» **RECORDS FOR THIS TASK**:
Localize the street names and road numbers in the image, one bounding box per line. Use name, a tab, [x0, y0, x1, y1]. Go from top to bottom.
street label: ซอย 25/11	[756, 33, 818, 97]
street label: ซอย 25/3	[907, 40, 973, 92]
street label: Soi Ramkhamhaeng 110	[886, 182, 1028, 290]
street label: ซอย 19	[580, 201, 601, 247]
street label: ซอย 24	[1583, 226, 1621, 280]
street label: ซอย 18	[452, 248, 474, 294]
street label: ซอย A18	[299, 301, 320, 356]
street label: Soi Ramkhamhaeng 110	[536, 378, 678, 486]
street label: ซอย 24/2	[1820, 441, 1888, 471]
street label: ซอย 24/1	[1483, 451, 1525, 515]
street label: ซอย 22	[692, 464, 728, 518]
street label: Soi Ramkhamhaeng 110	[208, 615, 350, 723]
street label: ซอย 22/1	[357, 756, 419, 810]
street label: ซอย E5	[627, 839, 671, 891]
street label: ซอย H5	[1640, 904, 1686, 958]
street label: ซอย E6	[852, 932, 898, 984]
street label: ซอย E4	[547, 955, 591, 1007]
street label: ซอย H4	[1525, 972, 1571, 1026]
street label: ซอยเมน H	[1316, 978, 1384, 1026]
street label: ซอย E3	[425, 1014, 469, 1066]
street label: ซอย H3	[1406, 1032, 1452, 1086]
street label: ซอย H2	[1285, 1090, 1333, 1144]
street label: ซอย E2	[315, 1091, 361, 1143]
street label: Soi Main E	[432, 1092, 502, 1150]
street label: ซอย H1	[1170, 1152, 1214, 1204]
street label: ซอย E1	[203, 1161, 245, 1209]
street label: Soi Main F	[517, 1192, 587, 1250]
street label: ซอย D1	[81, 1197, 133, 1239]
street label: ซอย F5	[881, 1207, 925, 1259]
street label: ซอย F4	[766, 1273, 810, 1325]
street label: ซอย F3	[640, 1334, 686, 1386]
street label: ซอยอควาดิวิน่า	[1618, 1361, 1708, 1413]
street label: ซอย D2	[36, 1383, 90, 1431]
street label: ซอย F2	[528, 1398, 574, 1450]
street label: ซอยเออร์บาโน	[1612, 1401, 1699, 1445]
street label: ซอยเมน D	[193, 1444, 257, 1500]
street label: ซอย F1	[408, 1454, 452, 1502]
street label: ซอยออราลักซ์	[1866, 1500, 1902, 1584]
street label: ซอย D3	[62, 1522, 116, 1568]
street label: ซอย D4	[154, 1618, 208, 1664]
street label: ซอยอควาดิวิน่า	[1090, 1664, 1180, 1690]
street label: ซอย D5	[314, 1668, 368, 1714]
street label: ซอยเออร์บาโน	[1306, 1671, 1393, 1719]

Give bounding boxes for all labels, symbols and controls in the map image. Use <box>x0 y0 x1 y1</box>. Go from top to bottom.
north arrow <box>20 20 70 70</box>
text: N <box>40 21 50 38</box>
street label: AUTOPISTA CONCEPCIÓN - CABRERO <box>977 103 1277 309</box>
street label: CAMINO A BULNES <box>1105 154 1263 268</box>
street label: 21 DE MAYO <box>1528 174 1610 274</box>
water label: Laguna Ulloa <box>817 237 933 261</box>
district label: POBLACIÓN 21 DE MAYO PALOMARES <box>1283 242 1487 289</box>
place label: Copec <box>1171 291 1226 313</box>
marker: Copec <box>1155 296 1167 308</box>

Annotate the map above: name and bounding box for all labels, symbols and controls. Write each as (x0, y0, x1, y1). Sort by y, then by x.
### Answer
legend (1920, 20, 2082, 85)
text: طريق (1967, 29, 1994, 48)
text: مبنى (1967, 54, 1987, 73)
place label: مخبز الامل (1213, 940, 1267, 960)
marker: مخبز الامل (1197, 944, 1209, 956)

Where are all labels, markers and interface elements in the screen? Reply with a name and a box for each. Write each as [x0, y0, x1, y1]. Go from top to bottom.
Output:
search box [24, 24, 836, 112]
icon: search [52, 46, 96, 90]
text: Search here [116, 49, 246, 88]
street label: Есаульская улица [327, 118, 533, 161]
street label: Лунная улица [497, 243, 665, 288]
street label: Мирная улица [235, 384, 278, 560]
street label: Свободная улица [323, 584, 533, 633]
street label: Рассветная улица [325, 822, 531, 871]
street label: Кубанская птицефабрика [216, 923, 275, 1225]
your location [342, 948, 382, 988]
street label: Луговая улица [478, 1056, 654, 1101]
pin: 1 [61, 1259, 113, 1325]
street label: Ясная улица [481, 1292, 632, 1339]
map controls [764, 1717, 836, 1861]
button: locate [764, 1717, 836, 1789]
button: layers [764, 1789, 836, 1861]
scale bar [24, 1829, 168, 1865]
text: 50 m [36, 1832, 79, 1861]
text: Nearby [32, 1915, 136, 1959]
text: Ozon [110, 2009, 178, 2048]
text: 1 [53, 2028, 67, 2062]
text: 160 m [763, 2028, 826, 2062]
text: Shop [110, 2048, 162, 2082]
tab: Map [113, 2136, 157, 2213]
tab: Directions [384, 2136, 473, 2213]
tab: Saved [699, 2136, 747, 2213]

» **WHAT THE EXERCISE ASKS**: Your reply needs to reproduce all of the listing exactly.

» **TASK RESPONSE**:
Localize the street names and road numbers in the image, one bounding box per line. Use name, a tab, [x0, y0, x1, y1]. Go from top to bottom.
street label: ซอย 25/11	[756, 33, 818, 97]
street label: ซอย 25/3	[907, 40, 973, 92]
street label: Soi Ramkhamhaeng 110	[886, 182, 1028, 290]
street label: ซอย 19	[580, 201, 601, 247]
street label: ซอย 24	[1583, 226, 1621, 280]
street label: ซอย 18	[452, 248, 474, 294]
street label: ซอย A18	[299, 301, 320, 356]
street label: Soi Ramkhamhaeng 110	[536, 378, 678, 486]
street label: ซอย 24/2	[1820, 441, 1888, 471]
street label: ซอย 24/1	[1483, 451, 1525, 515]
street label: ซอย 22	[692, 464, 728, 518]
street label: Soi Ramkhamhaeng 110	[208, 615, 350, 723]
street label: ซอย 22/1	[357, 756, 419, 810]
street label: ซอย E5	[627, 839, 671, 891]
street label: ซอย H5	[1640, 904, 1686, 958]
street label: ซอย E6	[852, 932, 898, 984]
street label: ซอย E4	[547, 955, 591, 1007]
street label: ซอย H4	[1525, 972, 1571, 1026]
street label: ซอยเมน H	[1316, 978, 1384, 1026]
street label: ซอย E3	[425, 1014, 469, 1066]
street label: ซอย H3	[1406, 1032, 1452, 1086]
street label: ซอย H2	[1285, 1090, 1333, 1144]
street label: ซอย E2	[315, 1091, 361, 1143]
street label: Soi Main E	[432, 1092, 502, 1150]
street label: ซอย H1	[1170, 1152, 1214, 1204]
street label: ซอย E1	[203, 1161, 245, 1209]
street label: Soi Main F	[517, 1192, 587, 1250]
street label: ซอย D1	[81, 1197, 133, 1239]
street label: ซอย F5	[881, 1207, 925, 1259]
street label: ซอย F4	[766, 1273, 810, 1325]
street label: ซอย F3	[640, 1334, 686, 1386]
street label: ซอยอควาดิวิน่า	[1618, 1361, 1708, 1413]
street label: ซอย D2	[36, 1383, 90, 1431]
street label: ซอย F2	[528, 1398, 574, 1450]
street label: ซอยเออร์บาโน	[1612, 1401, 1699, 1445]
street label: ซอยเมน D	[193, 1444, 257, 1500]
street label: ซอย F1	[408, 1454, 452, 1502]
street label: ซอยออราลักซ์	[1866, 1500, 1902, 1584]
street label: ซอย D3	[62, 1522, 116, 1568]
street label: ซอย D4	[154, 1618, 208, 1664]
street label: ซอยอควาดิวิน่า	[1090, 1664, 1180, 1690]
street label: ซอย D5	[314, 1668, 368, 1714]
street label: ซอยเออร์บาโน	[1306, 1671, 1393, 1719]

Give bounding boxes for all labels, symbols and controls in the map image. Use <box>x0 y0 x1 y1</box>. Go from top to bottom.
north arrow <box>20 20 70 70</box>
text: N <box>40 21 50 38</box>
street label: AUTOPISTA CONCEPCIÓN - CABRERO <box>977 103 1277 309</box>
street label: CAMINO A BULNES <box>1105 154 1263 268</box>
street label: 21 DE MAYO <box>1528 174 1610 274</box>
water label: Laguna Ulloa <box>817 237 933 261</box>
district label: POBLACIÓN 21 DE MAYO PALOMARES <box>1283 242 1487 289</box>
place label: Copec <box>1171 291 1226 313</box>
marker: Copec <box>1155 296 1167 308</box>

Annotate the map above: name and bounding box for all labels, symbols and controls. Write each as (x0, y0, x1, y1). Sort by y, then by x.
### Answer
legend (1920, 20, 2082, 85)
text: طريق (1967, 29, 1994, 48)
text: مبنى (1967, 54, 1987, 73)
place label: مخبز الامل (1213, 940, 1267, 960)
marker: مخبز الامل (1197, 944, 1209, 956)

Where are all labels, markers and interface elements in the screen? Reply with a name and a box for each. Write each as [x0, y0, x1, y1]. Go from top to bottom.
Output:
search box [24, 24, 836, 112]
icon: search [52, 46, 96, 90]
text: Search here [116, 49, 246, 88]
street label: Есаульская улица [327, 118, 533, 161]
street label: Лунная улица [497, 243, 665, 288]
street label: Мирная улица [235, 384, 278, 560]
street label: Свободная улица [323, 584, 533, 633]
street label: Рассветная улица [325, 822, 531, 871]
street label: Кубанская птицефабрика [216, 923, 275, 1225]
your location [342, 948, 382, 988]
street label: Луговая улица [478, 1056, 654, 1101]
pin: 1 [61, 1259, 113, 1325]
street label: Ясная улица [481, 1292, 632, 1339]
map controls [764, 1717, 836, 1861]
button: locate [764, 1717, 836, 1789]
button: layers [764, 1789, 836, 1861]
scale bar [24, 1829, 168, 1865]
text: 50 m [36, 1832, 79, 1861]
text: Nearby [32, 1915, 136, 1959]
text: Ozon [110, 2009, 178, 2048]
text: 1 [53, 2028, 67, 2062]
text: 160 m [763, 2028, 826, 2062]
text: Shop [110, 2048, 162, 2082]
tab: Map [113, 2136, 157, 2213]
tab: Directions [384, 2136, 473, 2213]
tab: Saved [699, 2136, 747, 2213]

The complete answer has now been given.